I read this book between December 30th, 2019 and January 1st, 2020 and gave it five stars. I actually interrupted my reading of other books to devour this one because I was captivated from the very first page. The very first page is a list of the characters with a brief description of them, and I love it when I get that because I feel that I can get to know the characters even before the beginning of the story. Right from that very first page, I felt similarly about this book as I felt towards The Smell of Other People’s Houses by Bonnie-Sue Hitchcock; I felt cozy, I felt like I was part of the characters’ lives and I felt like they would be a part of mine from then on.

From the initial description of the characters, we know that one of them is visually impaired (I’m not sure if this is the correct term to use, but it’s the one used in the book), one is queer, and one is a transwoman. The story is set in India and the story is own voices, so there is also representation for POC. Honestly, reading this book is almost like a must because at least in my case, it drove me away from the same bland setting and the same bland characters and the same bland authors.

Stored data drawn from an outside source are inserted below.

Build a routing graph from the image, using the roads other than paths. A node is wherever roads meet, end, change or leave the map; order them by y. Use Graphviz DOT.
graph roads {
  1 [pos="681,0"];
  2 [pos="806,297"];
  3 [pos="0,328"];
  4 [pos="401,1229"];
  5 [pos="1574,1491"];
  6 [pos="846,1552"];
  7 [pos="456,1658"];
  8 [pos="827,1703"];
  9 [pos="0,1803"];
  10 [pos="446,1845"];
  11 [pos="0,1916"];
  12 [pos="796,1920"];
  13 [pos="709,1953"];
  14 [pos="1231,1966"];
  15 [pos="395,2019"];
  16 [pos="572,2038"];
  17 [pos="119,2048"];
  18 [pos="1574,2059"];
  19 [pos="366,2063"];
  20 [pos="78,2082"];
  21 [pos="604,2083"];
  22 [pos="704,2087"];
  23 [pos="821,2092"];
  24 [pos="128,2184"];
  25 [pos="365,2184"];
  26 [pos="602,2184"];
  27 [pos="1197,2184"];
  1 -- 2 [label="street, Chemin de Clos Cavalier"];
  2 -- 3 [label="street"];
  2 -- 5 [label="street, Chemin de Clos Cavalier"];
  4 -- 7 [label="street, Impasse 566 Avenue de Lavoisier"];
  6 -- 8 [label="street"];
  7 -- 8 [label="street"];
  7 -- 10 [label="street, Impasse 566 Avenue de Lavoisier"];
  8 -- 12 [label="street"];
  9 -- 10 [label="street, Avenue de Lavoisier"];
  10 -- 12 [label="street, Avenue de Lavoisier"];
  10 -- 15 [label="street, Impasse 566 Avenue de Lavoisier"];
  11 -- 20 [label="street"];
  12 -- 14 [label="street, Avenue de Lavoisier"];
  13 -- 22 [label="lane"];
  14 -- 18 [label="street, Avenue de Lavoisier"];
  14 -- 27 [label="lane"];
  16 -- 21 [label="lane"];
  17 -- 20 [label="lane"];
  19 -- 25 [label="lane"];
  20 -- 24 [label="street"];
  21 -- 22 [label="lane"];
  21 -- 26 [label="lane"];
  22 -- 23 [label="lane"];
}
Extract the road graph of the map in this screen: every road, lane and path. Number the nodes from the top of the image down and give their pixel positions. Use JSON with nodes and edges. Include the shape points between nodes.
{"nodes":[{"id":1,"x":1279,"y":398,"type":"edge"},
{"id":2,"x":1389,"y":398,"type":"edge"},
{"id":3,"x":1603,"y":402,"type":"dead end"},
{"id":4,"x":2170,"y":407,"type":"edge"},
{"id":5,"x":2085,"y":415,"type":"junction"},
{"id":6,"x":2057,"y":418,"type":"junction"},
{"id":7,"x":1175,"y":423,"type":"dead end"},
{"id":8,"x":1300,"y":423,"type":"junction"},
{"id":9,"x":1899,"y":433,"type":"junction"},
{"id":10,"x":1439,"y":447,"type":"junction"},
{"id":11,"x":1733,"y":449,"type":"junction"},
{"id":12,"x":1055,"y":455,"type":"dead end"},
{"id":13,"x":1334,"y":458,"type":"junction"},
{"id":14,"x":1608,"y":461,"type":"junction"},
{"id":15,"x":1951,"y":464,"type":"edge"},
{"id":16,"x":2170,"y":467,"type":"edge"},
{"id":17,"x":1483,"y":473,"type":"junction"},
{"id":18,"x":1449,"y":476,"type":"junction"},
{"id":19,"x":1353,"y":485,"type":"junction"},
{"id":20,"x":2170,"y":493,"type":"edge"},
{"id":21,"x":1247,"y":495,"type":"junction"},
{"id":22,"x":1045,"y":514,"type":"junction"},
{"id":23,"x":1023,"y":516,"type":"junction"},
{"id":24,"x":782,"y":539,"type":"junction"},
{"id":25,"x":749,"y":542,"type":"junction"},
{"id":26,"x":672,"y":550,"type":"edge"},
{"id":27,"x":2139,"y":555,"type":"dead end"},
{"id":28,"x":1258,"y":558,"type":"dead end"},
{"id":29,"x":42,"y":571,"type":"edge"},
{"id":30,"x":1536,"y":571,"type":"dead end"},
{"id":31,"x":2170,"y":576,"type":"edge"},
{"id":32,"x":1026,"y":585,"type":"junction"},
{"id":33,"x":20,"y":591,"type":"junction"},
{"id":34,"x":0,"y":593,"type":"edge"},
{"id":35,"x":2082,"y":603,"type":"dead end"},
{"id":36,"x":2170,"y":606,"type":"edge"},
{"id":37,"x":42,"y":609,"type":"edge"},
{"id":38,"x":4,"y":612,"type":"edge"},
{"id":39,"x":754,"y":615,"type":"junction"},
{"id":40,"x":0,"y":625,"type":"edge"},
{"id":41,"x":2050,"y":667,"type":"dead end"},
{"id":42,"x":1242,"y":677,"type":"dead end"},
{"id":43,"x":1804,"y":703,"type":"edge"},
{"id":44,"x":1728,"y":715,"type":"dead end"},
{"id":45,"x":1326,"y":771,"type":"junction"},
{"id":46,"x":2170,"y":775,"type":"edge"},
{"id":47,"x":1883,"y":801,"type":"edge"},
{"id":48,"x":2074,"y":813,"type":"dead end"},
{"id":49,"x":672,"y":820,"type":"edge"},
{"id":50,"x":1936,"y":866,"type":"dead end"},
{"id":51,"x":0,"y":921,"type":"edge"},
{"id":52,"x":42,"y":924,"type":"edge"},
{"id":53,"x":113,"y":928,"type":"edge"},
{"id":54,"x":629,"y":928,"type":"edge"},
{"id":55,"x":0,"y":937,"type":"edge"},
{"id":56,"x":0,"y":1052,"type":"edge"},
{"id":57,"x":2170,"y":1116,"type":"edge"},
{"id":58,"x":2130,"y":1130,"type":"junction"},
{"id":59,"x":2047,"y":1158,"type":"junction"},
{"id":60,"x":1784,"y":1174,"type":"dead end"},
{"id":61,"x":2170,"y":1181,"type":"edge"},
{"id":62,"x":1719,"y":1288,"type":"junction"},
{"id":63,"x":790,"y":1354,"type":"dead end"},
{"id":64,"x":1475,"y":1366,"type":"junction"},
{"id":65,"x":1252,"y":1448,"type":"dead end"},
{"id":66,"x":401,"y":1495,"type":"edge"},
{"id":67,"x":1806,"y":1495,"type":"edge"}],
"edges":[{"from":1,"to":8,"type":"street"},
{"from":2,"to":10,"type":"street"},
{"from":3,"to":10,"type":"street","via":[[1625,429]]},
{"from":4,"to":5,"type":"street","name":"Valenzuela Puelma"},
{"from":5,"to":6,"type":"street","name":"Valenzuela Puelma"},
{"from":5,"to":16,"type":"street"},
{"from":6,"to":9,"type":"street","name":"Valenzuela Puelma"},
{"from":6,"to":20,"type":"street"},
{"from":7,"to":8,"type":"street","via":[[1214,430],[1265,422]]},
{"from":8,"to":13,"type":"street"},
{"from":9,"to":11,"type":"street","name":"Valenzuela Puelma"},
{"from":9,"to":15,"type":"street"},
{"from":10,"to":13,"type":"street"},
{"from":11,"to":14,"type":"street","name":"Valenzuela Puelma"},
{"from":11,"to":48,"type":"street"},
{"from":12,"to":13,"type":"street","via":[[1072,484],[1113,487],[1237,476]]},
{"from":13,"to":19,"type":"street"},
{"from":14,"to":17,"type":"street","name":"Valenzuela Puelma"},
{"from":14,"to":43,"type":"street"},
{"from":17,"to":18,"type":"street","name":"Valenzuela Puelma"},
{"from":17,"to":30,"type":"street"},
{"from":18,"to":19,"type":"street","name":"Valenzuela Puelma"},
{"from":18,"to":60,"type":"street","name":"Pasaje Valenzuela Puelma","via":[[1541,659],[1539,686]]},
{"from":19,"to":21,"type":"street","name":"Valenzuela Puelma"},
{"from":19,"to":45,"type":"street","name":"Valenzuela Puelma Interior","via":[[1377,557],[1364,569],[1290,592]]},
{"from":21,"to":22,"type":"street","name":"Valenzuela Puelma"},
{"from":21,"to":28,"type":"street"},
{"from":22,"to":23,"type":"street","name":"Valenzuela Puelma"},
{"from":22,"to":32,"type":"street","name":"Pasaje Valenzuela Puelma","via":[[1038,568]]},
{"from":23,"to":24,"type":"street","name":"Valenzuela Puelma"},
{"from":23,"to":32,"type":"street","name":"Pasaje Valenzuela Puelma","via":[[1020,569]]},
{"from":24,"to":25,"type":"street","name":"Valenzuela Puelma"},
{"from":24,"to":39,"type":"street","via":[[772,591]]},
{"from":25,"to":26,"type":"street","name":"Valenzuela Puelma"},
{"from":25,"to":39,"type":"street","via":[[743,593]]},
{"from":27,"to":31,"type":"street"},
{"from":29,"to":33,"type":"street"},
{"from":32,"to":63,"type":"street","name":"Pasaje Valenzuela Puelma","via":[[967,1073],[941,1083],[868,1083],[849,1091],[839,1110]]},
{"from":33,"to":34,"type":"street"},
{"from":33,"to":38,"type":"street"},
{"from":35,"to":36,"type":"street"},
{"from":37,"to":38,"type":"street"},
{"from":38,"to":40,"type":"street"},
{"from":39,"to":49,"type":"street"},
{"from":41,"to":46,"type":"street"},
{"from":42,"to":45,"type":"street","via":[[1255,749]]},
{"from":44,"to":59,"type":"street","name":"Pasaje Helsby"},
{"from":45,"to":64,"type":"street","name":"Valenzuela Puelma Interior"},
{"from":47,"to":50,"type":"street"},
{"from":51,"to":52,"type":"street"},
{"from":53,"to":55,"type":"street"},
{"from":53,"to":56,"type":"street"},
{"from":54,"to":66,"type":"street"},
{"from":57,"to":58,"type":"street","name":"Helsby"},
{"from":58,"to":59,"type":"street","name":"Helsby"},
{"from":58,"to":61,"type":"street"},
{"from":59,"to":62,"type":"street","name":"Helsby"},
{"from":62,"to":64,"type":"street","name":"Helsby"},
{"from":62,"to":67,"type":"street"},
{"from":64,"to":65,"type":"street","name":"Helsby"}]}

Heaven, where the main characters (who are all female) live, is a slum in India that is being demolished by the government and turned into white-washed buildings like huge malls. I read about colonialism in India when I was in high school, of course, but I’d never read a novel that narrated what actual people went through, and it was eye-opening.

Every chapter or set of chapters focuses on one of the characters and alternates between the past and the present. In this way, it’s more like a collection of short stories that are tied up by the events of the present, the seemingly imminent destruction of the slum and the efforts of the women to stop it.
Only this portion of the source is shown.